商標登録・知的財産の基礎|ブランドを守る商標権と著作権・特許の違い

苦労して育てた社名・商品名・ロゴを、他社に勝手に使われたり、逆に「他社の商標を侵害している」と言われたり——こうしたトラブルを防ぐのが 商標登録をはじめとする知的財産(知財)の保護 です。ブランドは事業の大切な資産であり、法律で守る仕組みを知っておくことは経営の基本です。

この記事では、商標権と他の知的財産(特許・意匠・著作権)の違い、商標登録のメリットと流れ、外注した制作物との関係、注意点を、事業者向けにわかりやすく整理します。

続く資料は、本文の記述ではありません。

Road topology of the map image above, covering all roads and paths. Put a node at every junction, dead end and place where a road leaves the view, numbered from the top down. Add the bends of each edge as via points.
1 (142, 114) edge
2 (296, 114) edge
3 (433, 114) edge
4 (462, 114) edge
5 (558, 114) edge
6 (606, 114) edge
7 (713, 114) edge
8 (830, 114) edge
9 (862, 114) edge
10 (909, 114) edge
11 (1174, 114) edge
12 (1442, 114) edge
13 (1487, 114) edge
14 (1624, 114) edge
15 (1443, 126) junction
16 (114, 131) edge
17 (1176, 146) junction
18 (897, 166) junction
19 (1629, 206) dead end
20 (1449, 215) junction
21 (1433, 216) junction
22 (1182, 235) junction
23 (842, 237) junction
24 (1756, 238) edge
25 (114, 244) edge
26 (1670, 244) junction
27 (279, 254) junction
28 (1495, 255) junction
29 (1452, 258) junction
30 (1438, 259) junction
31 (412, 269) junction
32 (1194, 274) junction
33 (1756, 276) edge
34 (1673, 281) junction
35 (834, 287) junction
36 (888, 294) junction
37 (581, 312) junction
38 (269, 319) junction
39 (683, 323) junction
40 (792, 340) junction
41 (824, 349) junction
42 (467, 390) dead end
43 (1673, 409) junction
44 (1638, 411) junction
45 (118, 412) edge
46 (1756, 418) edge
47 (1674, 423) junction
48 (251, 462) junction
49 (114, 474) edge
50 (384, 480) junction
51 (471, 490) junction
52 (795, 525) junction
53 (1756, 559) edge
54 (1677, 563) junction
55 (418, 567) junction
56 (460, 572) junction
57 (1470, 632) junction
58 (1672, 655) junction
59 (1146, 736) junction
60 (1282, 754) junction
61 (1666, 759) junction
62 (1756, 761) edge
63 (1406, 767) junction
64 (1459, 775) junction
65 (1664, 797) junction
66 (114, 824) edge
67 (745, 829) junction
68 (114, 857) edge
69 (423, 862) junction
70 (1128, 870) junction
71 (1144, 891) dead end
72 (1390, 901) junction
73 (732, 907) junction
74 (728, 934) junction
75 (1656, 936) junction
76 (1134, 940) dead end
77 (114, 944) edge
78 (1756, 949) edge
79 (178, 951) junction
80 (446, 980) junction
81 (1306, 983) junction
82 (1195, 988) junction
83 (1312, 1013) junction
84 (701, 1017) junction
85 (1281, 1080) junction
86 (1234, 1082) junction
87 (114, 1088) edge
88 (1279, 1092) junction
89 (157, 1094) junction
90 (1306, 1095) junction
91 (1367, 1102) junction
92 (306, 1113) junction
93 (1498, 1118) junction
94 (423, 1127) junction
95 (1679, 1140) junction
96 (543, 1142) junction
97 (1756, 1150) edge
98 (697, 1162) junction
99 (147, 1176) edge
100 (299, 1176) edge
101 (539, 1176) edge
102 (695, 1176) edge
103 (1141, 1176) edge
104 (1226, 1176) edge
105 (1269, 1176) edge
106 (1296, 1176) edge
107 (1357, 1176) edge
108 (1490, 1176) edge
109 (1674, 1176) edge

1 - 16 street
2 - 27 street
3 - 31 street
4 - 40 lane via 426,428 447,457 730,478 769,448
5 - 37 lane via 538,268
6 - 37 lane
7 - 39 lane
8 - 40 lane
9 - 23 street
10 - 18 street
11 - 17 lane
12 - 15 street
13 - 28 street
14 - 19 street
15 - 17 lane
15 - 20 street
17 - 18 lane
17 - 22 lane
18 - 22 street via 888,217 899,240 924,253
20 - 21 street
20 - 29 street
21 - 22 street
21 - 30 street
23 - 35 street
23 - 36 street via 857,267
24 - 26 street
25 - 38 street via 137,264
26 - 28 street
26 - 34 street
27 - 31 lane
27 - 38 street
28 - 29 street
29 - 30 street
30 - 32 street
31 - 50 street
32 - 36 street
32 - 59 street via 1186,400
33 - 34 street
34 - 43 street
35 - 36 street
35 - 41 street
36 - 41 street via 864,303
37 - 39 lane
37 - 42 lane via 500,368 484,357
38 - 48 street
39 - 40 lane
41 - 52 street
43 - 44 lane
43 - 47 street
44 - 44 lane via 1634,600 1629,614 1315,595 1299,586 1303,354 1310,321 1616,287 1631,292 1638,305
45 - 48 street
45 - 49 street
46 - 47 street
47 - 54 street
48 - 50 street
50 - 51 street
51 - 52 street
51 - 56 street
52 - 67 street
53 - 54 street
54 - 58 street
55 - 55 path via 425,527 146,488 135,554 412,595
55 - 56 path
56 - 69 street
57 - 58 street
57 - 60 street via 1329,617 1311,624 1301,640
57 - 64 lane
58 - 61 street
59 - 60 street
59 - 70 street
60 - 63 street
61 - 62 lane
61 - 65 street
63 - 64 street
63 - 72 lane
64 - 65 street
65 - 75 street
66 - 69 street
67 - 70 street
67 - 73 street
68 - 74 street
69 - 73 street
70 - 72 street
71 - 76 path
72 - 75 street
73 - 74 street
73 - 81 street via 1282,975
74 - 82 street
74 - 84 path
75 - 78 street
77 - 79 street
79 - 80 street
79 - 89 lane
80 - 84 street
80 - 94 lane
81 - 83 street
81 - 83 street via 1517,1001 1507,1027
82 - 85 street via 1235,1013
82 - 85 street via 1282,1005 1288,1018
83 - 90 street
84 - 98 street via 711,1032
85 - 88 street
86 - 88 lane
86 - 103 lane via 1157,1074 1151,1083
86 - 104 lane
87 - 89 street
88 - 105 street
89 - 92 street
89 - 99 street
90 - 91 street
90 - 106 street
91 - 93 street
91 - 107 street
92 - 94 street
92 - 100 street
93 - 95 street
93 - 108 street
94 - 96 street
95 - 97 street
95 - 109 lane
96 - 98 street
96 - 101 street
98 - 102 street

※本記事は知的財産の基礎を一般的に解説するものです。具体的な出願や権利の判断は、弁理士・弁護士など専門家にご相談ください。制度の詳細は特許庁の最新情報もご確認ください。

知的財産の主な種類

「知的財産」とひとくくりにされがちですが、守る対象によって権利が分かれます。

権利守る対象発生のしかた
商標権商品・サービスの名称・ロゴマーク特許庁に出願・登録
特許権発明(技術的なアイデア)特許庁に出願・登録
意匠権物のデザイン(形状・模様)特許庁に出願・登録
著作権文章・写真・イラスト等の表現創作時に自動発生(登録不要)

中小企業がまず関わりやすいのが 商標権著作権 です。

商標権とは・著作権との違い

商標権は、自社の商品・サービスを他社と区別する名称やロゴマークを独占的に使える権利で、特許庁に登録して発生します。一方、著作権は制作物(記事・写真・ロゴのデザイン等)の表現を保護し、創作した時点で自動的に発生します(著作権の基礎)。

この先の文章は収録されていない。